SALT LAKE CITY — The Mormon church filed an appeal yesterday seeking to overturn the 10th U.S. Circuit Court of Appeal's ruling that the sidewalks of the church-owned Main Street plaza must remain open to free speech.
In the appeal, the Church of Jesus Christ of Latter-day Saints cites an earlier case decided by the same court that it claims conflicts with the Main Street ruling.
The Main Street case — which was decided by a three-judge panel — should be reviewed by the full court to clear up the inconsistency, the church said.
Church attorney Von Keetch conceded the odds of a successful appeal were slim.
"We think this is a case that presents the kind of question the court ought to hear," Keetch said. "In pure statistics the battle is uphill. We're just taking it a step at a time."
In a 1999 Denver case, the appeals court found that a First Amendment public forum didn't exist on a secular pedestrian plaza created when the city closed a street that ran through the Denver Performing Arts Center campus.

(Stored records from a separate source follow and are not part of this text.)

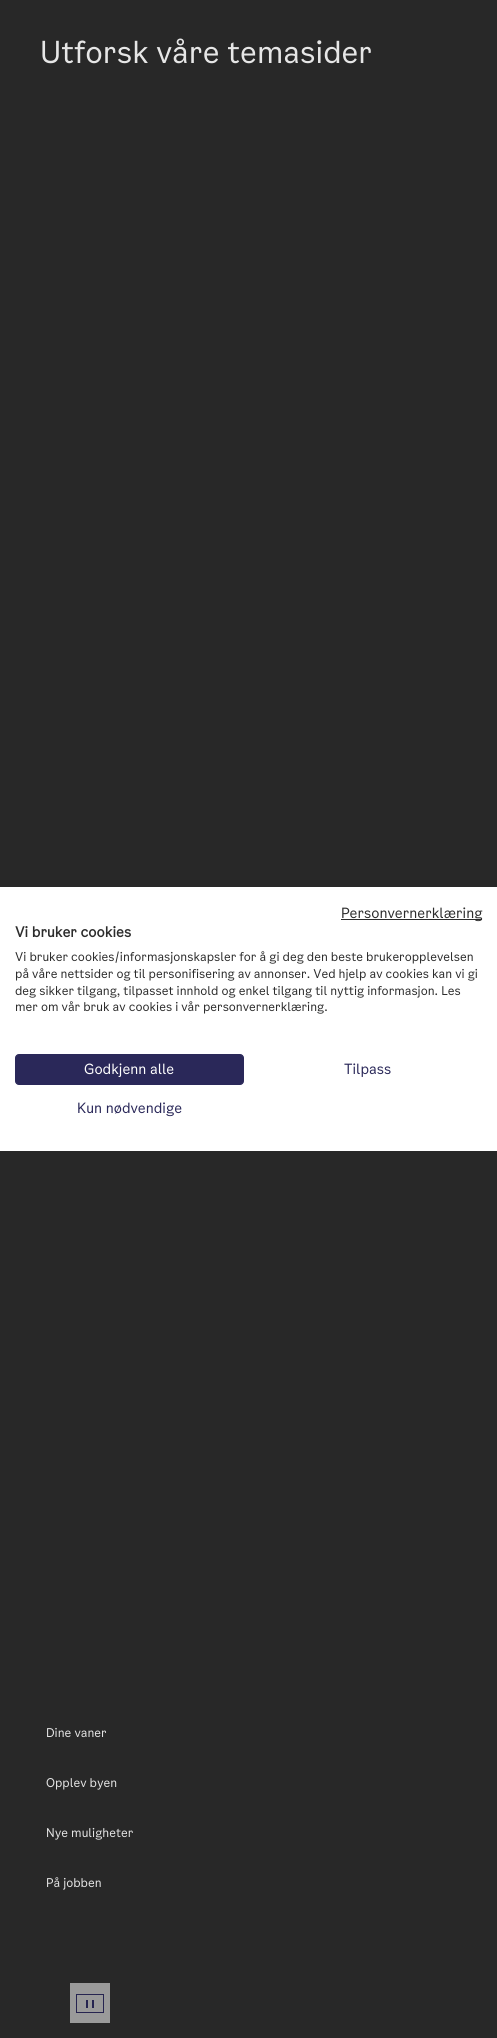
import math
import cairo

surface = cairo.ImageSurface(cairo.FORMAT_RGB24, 497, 2038)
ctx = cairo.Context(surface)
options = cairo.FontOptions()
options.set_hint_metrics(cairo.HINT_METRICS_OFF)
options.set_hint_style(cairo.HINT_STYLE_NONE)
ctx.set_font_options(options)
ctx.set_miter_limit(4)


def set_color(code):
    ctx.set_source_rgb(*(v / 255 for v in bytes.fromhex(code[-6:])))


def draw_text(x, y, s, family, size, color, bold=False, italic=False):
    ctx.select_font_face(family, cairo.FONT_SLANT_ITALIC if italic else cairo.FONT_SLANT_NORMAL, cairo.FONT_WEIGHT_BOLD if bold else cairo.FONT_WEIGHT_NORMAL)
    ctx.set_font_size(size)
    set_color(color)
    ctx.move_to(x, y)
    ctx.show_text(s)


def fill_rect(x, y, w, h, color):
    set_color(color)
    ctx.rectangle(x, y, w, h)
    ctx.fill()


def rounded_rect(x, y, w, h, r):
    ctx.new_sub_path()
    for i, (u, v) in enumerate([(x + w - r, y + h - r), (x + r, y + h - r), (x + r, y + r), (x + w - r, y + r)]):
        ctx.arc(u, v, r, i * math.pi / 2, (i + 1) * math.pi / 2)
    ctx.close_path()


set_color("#282828")
ctx.paint()
draw_text(40, 63, "Utforsk våre temasider", "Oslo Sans", 30, "#e6e6e6")
draw_text(46, 1737, "Dine vaner", "Oslo Sans", 12, "#e6e6e6")
draw_text(46, 1787, "Opplev byen", "Oslo Sans", 12, "#e6e6e6")
draw_text(46, 1837, "Nye muligheter", "Oslo Sans", 12, "#e6e6e6")
draw_text(46, 1887, "På jobben", "Oslo Sans", 12, "#e6e6e6")
fill_rect(70, 1983, 40, 40, "#9a9a9a")
ctx.rectangle(76.5, 1994.5, 27, 18)
set_color("#262450")
ctx.set_line_width(1)
ctx.stroke()
fill_rect(86, 2000, 2, 8, "#262450")
fill_rect(92, 2000, 2, 8, "#262450")
fill_rect(0, 887, 497, 264, "#ffffff")
fill_rect(341, 919, 141, 1, "#2c2c2c")
draw_text(341, 918, "Personvernerklæring", "Oslo Sans", 14, "#2c2c2c")
draw_text(15, 937, "Vi bruker cookies", "Oslo Sans", 14, "#2c2c2c", bold=True)
draw_text(15, 961, "Vi bruker cookies/informasjonskapsler for å gi deg den beste brukeropplevelsen", "Oslo Sans", 12, "#2c2c2c")
draw_text(15, 978, "på våre nettsider og til personifisering av annonser. Ved hjelp av cookies kan vi gi", "Oslo Sans", 12, "#2c2c2c")
draw_text(15, 995, "deg sikker tilgang, tilpasset innhold og enkel tilgang til nyttig informasjon. Les", "Oslo Sans", 12, "#2c2c2c")
draw_text(15, 1011, "mer om vår bruk av cookies i vår personvernerklæring.", "Oslo Sans", 12, "#2c2c2c")
set_color("#2a2859")
rounded_rect(15.5, 1054.5, 228, 30, 3.5)
ctx.fill_preserve()
ctx.stroke()
draw_text(84, 1074, "Godkjenn alle", "Oslo Sans", 14, "#ffffff")
draw_text(344, 1074, "Tilpass", "Oslo Sans", 14, "#2a2859")
draw_text(77, 1113, "Kun nødvendige", "Oslo Sans", 14, "#2a2859")
surface.write_to_png("output.png")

On Oct. 9, the 10th Circuit ruled that Main Street plaza sidewalks are traditional public spaces. The court said restricting free speech on the Main Street sidewalks, even though owned by the church, was unconstitutional.
It was the city's job to regulate behavior on the public easements, the court ruled. But the city couldn't create a "First Amendment-free zone," despite what the city had promised in the sale, the three-judge panel ruled.
Now the full court will decide whether to hear the appeal. If the 10th Circuit declines, the church could appeal to the U.S. Supreme Court.
Former American Civil Liberties Union attorney Stephen C. Clark, who continues to work on the case, said the church's use of the ruling in the Denver case isn't surprising.
However, "one of the judges on the Main Street case sat on (the Denver case) and didn't view any inconsistency," Clark said.
Clark said the two plazas are strikingly different. He described the Denver plaza as a covered, elevated terrace that serves as an "extended lobby" for the Denver Performing Arts Center.
"It isn't a public thoroughfare, this isn't part of the downtown pedestrian grid," he said.
"The city has always made clear ... that guaranteeing public access and passage on this property (Main Street) is absolutely essential," Clark said.
"The church agreed when they went into this deal that the easement would stand," he said. "The LDS Church has lost a gamble it had made. They're now trying to rewrite the deal. That is legally wrong and morally and ethically wrong. The church should accept the risk it voluntarily assumed."
The church filed its appeal a day after Salt Lake City Mayor Rocky Anderson released a 22-page memo that said he wouldn't try to rewrite the Main Street plaza sale contract between the city and the church.
Former Mayor Deedee Corradini negotiated the sale in 1999.
Anderson said he was compelled to agree with the court's ruling that the city was responsible for controlling conduct on the public sidewalk. The church had imposed a long list of forbidden behaviors as a condition of the sale.
The mayor said he would like reasonable and constitutional restrictions on the sidewalk, and would take to the City Council recommendations for so-called time, place and manner rules.
The disputed sidewalks run in front of the Mormon temple in the heart of downtown Salt Lake City and are landscaped and maintained by the church.
The church made significant improvements to the block, transforming the road into a plaza with fountains and flowers, and outlawed smoking, sunbathing, bicycling and "engaging in any illegal, offensive, indecent, obscene, vulgar, lewd or disorderly speech, dress or conduct."
City leaders also had granted the church exclusive rights to distribute literature and broadcast speeches and music on the block.